New Zealand’s Public Broadcaster Investigates Pro-Russia Changes to Some Articles
New Zealand’s Public Broadcaster Investigates Pro-Russia Changes to Some Articles


New Zealand’s public radio broadcaster has found that nearly two dozen articles by Reuters and the BBC that it had republished on its website had been edited inappropriately, with some of them given a pro-Russian slant, according to a spokesman for the broadcaster.

The broadcaster, Radio New Zealand, said on Friday that it would investigate articles it found that contained problems. In addition to articles related to Russia’s invasion of Ukraine, the broadcaster said it has found articles about Israeli politics and tensions over Taiwan that had been altered inappropriately.
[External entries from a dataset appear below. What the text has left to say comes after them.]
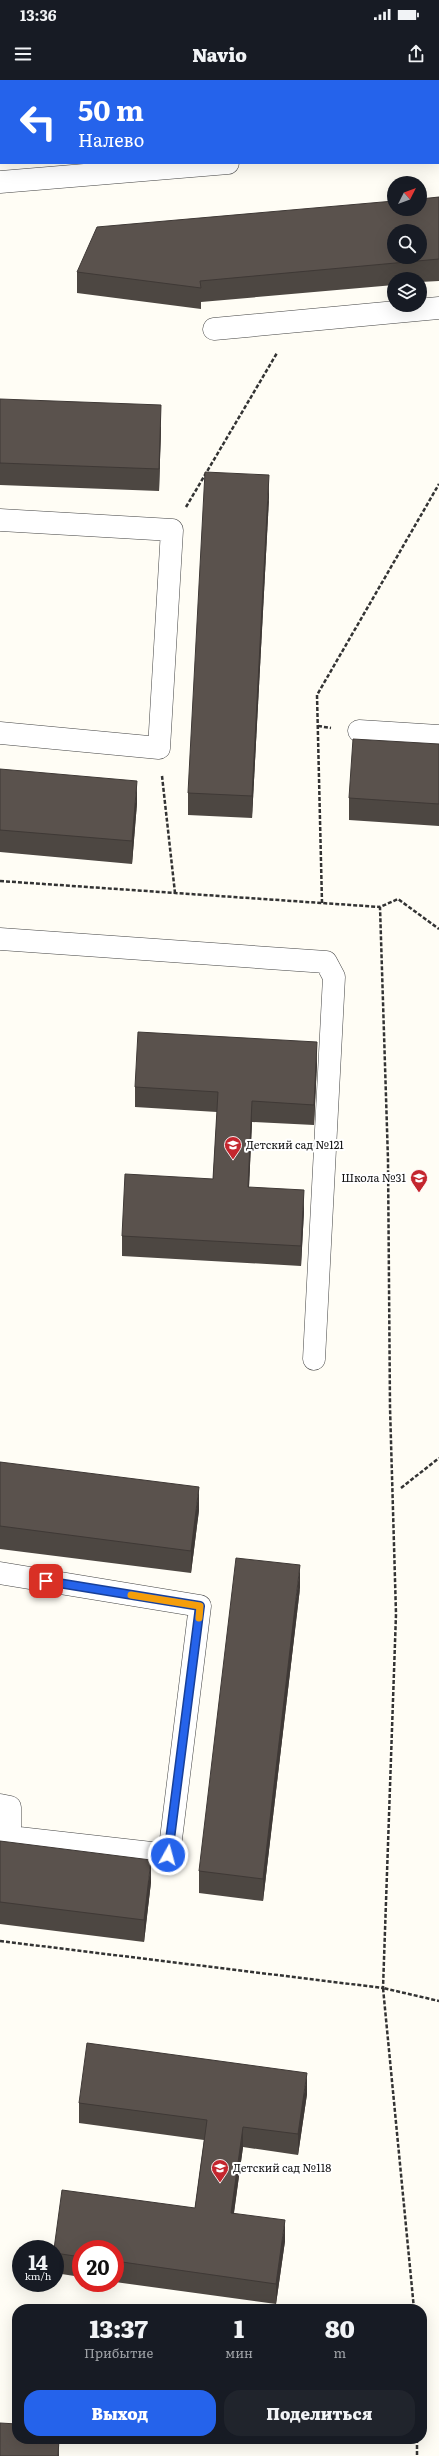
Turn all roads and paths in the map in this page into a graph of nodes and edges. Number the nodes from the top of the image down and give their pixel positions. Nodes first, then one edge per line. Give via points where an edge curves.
1 (216, 164) edge
2 (0, 182) edge
3 (439, 308) edge
4 (295, 321) junction
5 (214, 329) dead end
6 (439, 484) edge
7 (0, 520) edge
8 (172, 530) junction
9 (358, 731) dead end
10 (0, 733) edge
11 (439, 736) edge
12 (159, 748) junction
13 (0, 881) edge
14 (175, 893) junction
15 (322, 903) junction
16 (380, 907) junction
17 (439, 929) edge
18 (0, 939) edge
19 (314, 1359) dead end
20 (439, 1458) edge
21 (401, 1488) dead end
22 (0, 1573) edge
23 (0, 1805) edge
24 (0, 1941) edge
25 (383, 1988) junction
26 (439, 2001) edge
27 (414, 2304) edge
28 (417, 2444) edge
29 (417, 2456) edge

1 - 2 street
3 - 4 street
4 - 5 street
4 - 8 path
6 - 15 path via 317,696
7 - 8 street
8 - 12 street
9 - 11 street
10 - 12 street
12 - 14 path
13 - 14 path
14 - 15 path
15 - 16 path
16 - 17 path via 398,899
16 - 25 path via 388,1160 390,1407 396,1614
18 - 19 street via 326,962 334,977
20 - 21 path
22 - 23 street via 200,1606 168,1855 10,1837 10,1807
24 - 25 path
25 - 26 path
25 - 27 path
28 - 29 path

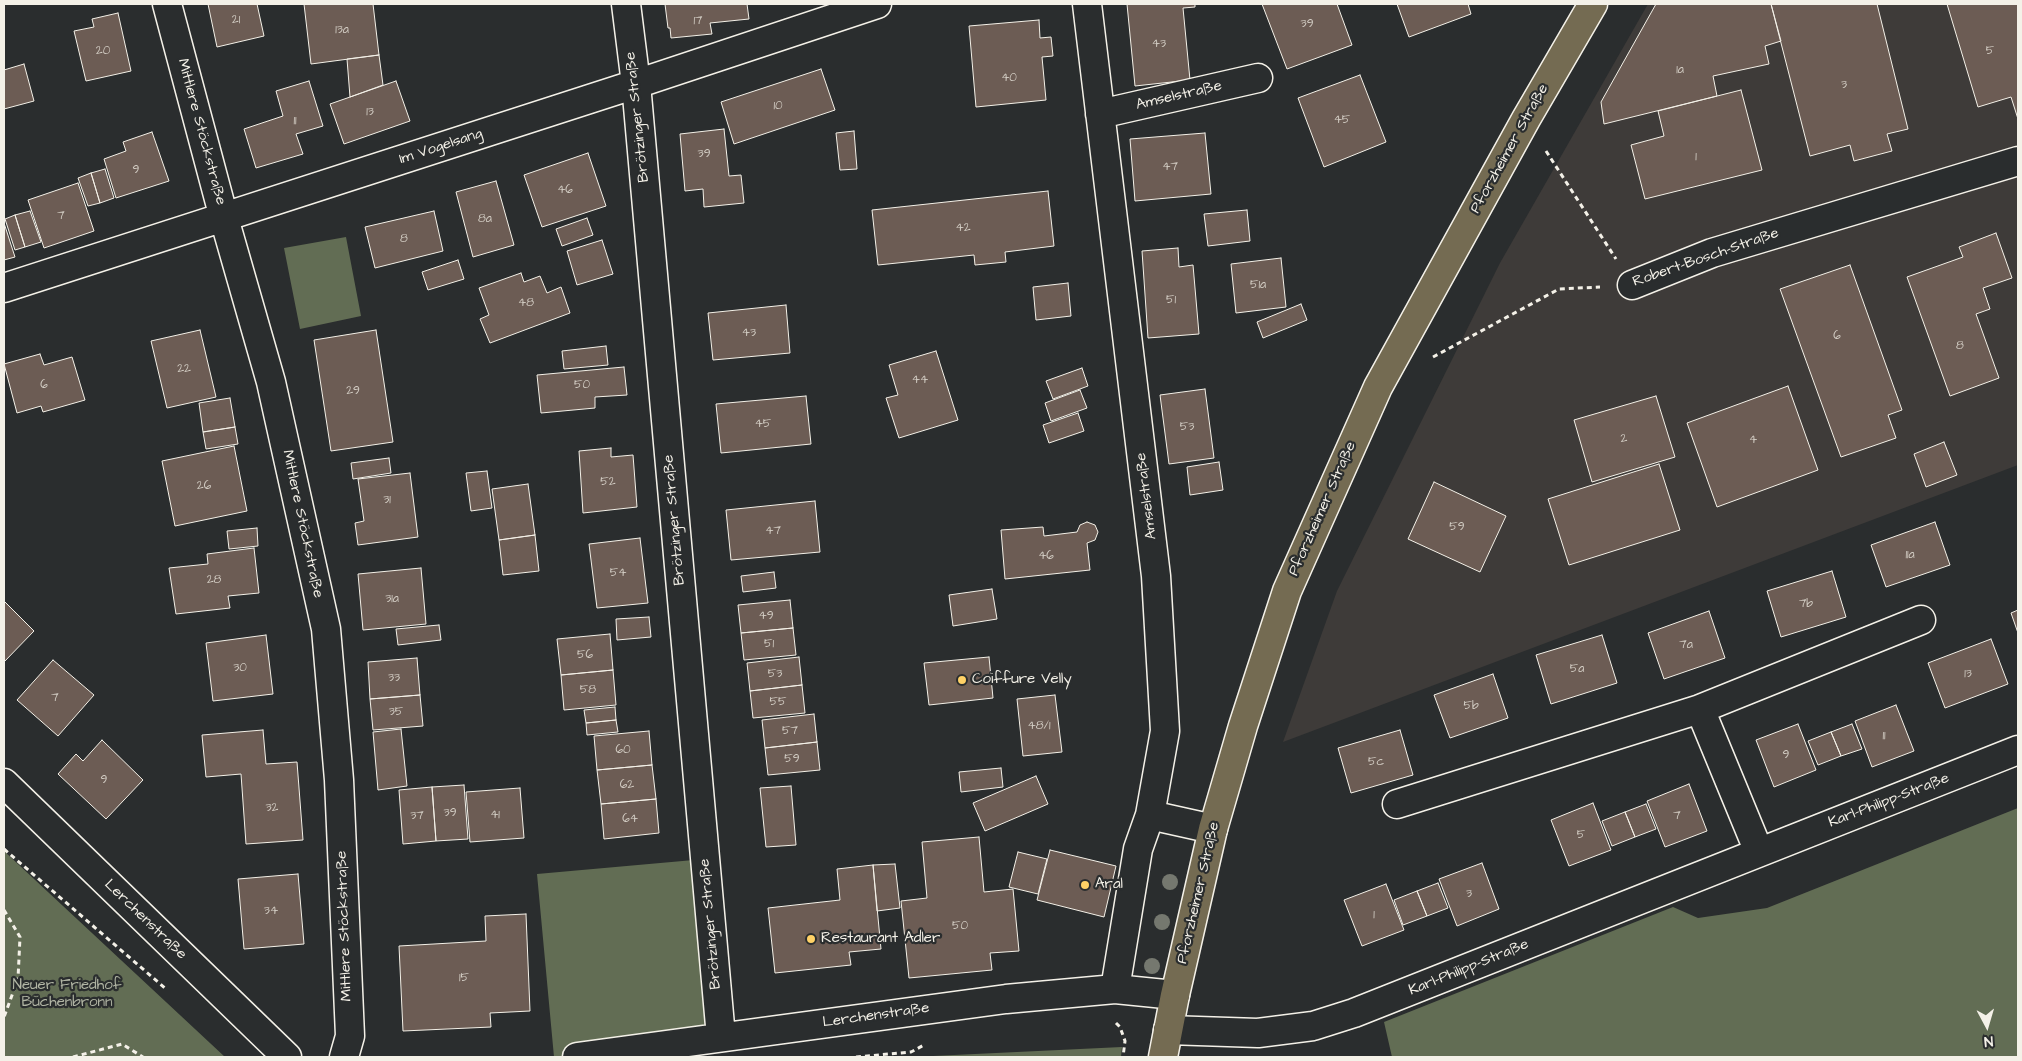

A web editor for RNZ, which is government-funded but editorially independent, has been put on leave, according to the spokesman, and the station has apologized for the changes to the articles. The local news media in New Zealand have named the editor, but the broadcaster said it would not confirm the person’s identity while the review was underway. The person named did not respond to a request to comment.

RNZ said it was in the process of auditing hundreds of stories. So far, 22 have been found to be edited inappropriately, a spokesman for the station said on Tuesday.

On Monday, a representative for the Reuters news agency said the wire service had asked RNZ to investigate when it noticed that some of its articles had been published on the broadcaster’s website after being altered without its consent, as required in its sharing arrangement.

Some of the changes appeared to parrot Russian propaganda about its invasion of Ukraine. They included calling Ukraine’s pro-democracy Maidan revolution a “coup”; describing Russia’s illegal 2014 annexation of Crimea as having taken place “after a referendum”; and false claims that “neo-Nazis” are fighting for Ukraine.

Speaking to RNZ’s “Checkpoint” news program on Monday, the employee said he had edited “several stories that way” in the past. “I have done that for five years, and nobody has tapped me on the shoulder and told me that I was doing anything wrong,” he said.

On the same program, Paul Thompson, the broadcaster’s chief executive, said: “We’re feeling shocked and stunned and really, really challenged by this.” The employee has not been fired but an “employment process” was underway, Mr. Thompson added.

Earlier that day, Mr. Thompson had described the edits as “pro-Kremlin garbage.”